[<prev] [next>] [<thread-prev] [thread-next>] [day] [month] [year] [list]
Message-ID: <20251218204239.4159453-9-sashal@kernel.org>
Date: Thu, 18 Dec 2025 15:42:30 -0500
From: Sasha Levin <sashal@...nel.org>
To: linux-api@...r.kernel.org
Cc: linux-doc@...r.kernel.org,
linux-kernel@...r.kernel.org,
tools@...nel.org,
gpaoloni@...hat.com,
Sasha Levin <sashal@...nel.org>
Subject: [RFC PATCH v5 08/15] kernel/api: add API specification for io_cancel
Signed-off-by: Sasha Levin <sashal@...nel.org>
---
fs/aio.c | 246 +++++++++++++++++++++++++++++++++++++++++++++++++++++--
1 file changed, 237 insertions(+), 9 deletions(-)
diff --git a/fs/aio.c b/fs/aio.c
index f6f1b3790c88b..710517c9a990d 100644
--- a/fs/aio.c
+++ b/fs/aio.c
@@ -2843,15 +2843,243 @@ COMPAT_SYSCALL_DEFINE3(io_submit, compat_aio_context_t, ctx_id,
}
#endif
-/* sys_io_cancel:
- * Attempts to cancel an iocb previously passed to io_submit. If
- * the operation is successfully cancelled, the resulting event is
- * copied into the memory pointed to by result without being placed
- * into the completion queue and 0 is returned. May fail with
- * -EFAULT if any of the data structures pointed to are invalid.
- * May fail with -EINVAL if aio_context specified by ctx_id is
- * invalid. May fail with -EAGAIN if the iocb specified was not
- * cancelled. Will fail with -ENOSYS if not implemented.
+/**
+ * sys_io_cancel - Attempt to cancel an outstanding asynchronous I/O operation
+ * @ctx_id: AIO context handle returned by io_setup
+ * @iocb: Pointer to the iocb structure that was previously submitted
+ * @result: Unused parameter (historically for result storage, now ignored)
+ *
+ * long-desc: Attempts to cancel an asynchronous I/O operation that was
+ * previously submitted via io_submit(). The syscall searches for the
+ * specified iocb in the context's active request list and invokes the
+ * operation-specific cancellation callback if found.
+ *
+ * The cancellation behavior depends on the type of I/O operation:
+ * - For poll operations (IOCB_CMD_POLL): The request is marked as cancelled
+ * and a work item is scheduled to complete the cancellation.
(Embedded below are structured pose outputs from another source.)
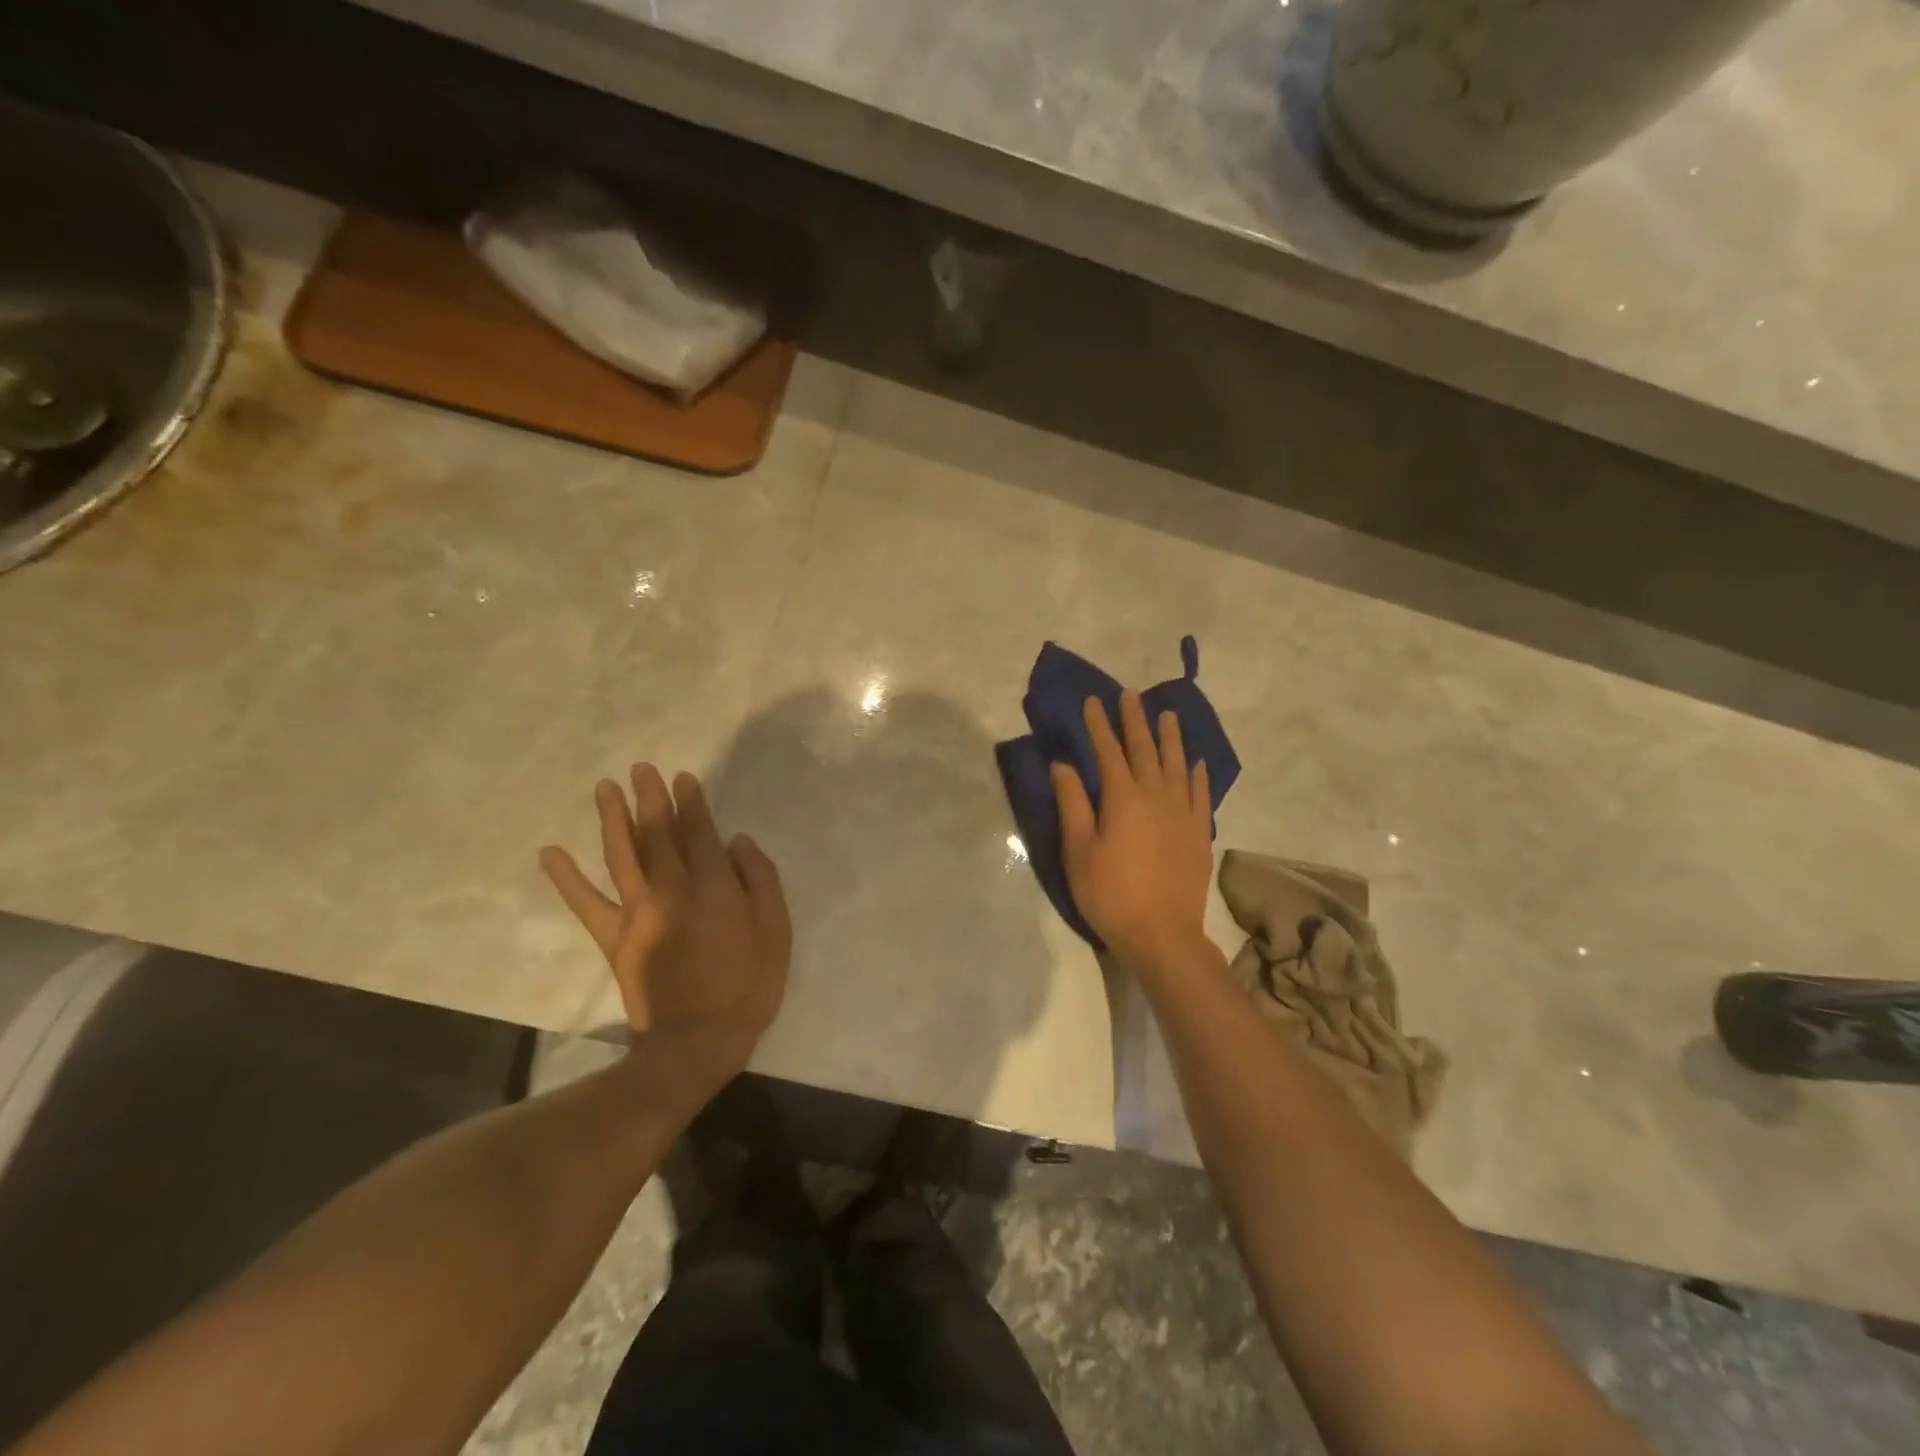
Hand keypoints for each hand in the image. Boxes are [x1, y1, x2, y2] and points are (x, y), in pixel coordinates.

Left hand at [541, 765, 790, 1067]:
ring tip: (604, 788)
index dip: (691, 802)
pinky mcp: (614, 938)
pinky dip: (566, 878)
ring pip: (621, 854)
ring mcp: (637, 911)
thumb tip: (737, 842)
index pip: (699, 831)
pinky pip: (586, 903)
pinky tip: (550, 852)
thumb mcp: (775, 929)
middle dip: (649, 798)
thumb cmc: (747, 984)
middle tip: (641, 768)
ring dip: (611, 818)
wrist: (698, 1041)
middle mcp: (671, 888)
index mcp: (712, 885)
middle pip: (657, 833)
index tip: (682, 778)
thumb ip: (760, 879)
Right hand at [1051, 691, 1214, 972]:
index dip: (1099, 725)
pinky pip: (1200, 792)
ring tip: (1168, 715)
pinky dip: (1197, 773)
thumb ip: (1072, 803)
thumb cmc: (1109, 892)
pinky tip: (1196, 763)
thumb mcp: (1078, 849)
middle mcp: (1156, 795)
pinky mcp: (1199, 832)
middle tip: (1130, 695)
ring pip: (1177, 764)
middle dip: (1135, 720)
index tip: (1093, 701)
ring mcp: (1183, 812)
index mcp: (1122, 797)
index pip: (1107, 751)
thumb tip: (1062, 764)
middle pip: (1145, 749)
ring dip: (1170, 737)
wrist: (1162, 933)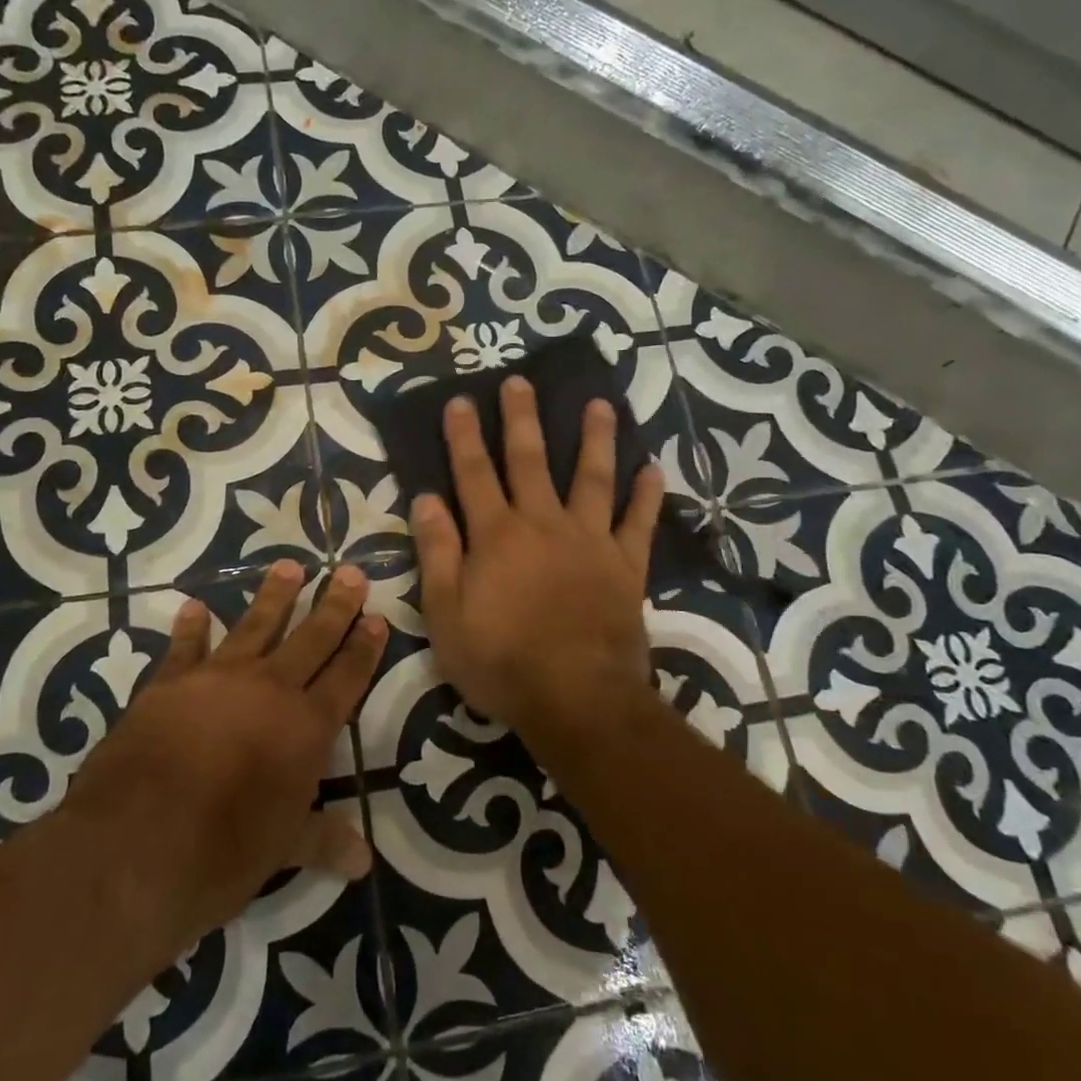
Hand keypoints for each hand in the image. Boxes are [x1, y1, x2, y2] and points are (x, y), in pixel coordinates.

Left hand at [64, 559, 385, 951]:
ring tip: (290, 565)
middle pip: (311, 638)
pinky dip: (191, 627)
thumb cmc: (222, 853)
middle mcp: (269, 690)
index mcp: (305, 728)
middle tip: (349, 572)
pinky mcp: (169, 683)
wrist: (134, 845)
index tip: (377, 617)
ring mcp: (217, 679)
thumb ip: (322, 840)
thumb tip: (363, 861)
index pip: (346, 677)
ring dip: (275, 595)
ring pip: (255, 625)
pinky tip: (194, 607)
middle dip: (334, 605)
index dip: (364, 648)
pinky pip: (185, 646)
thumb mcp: (282, 851)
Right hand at [411, 376, 663, 748]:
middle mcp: (543, 524)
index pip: (473, 473)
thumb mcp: (447, 614)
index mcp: (497, 535)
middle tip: (519, 381)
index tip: (460, 400)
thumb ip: (437, 553)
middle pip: (530, 460)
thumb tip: (427, 499)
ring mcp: (590, 541)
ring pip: (592, 478)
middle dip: (522, 418)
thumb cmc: (501, 660)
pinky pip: (638, 523)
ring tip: (600, 404)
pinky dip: (646, 496)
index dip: (464, 436)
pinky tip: (653, 470)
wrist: (576, 698)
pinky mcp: (625, 566)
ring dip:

+ * - For USB gadget I/O: The USB endpoint dequeue function is called, which
+ * triggers the completion callback with -ECONNRESET status.
+ * - For most direct I/O operations: Cancellation is typically not supported
+ * as these operations do not register a cancel callback.
+ *
+ * If the iocb is found and has a registered cancellation callback, that
+ * callback is invoked and the iocb is removed from the active request list.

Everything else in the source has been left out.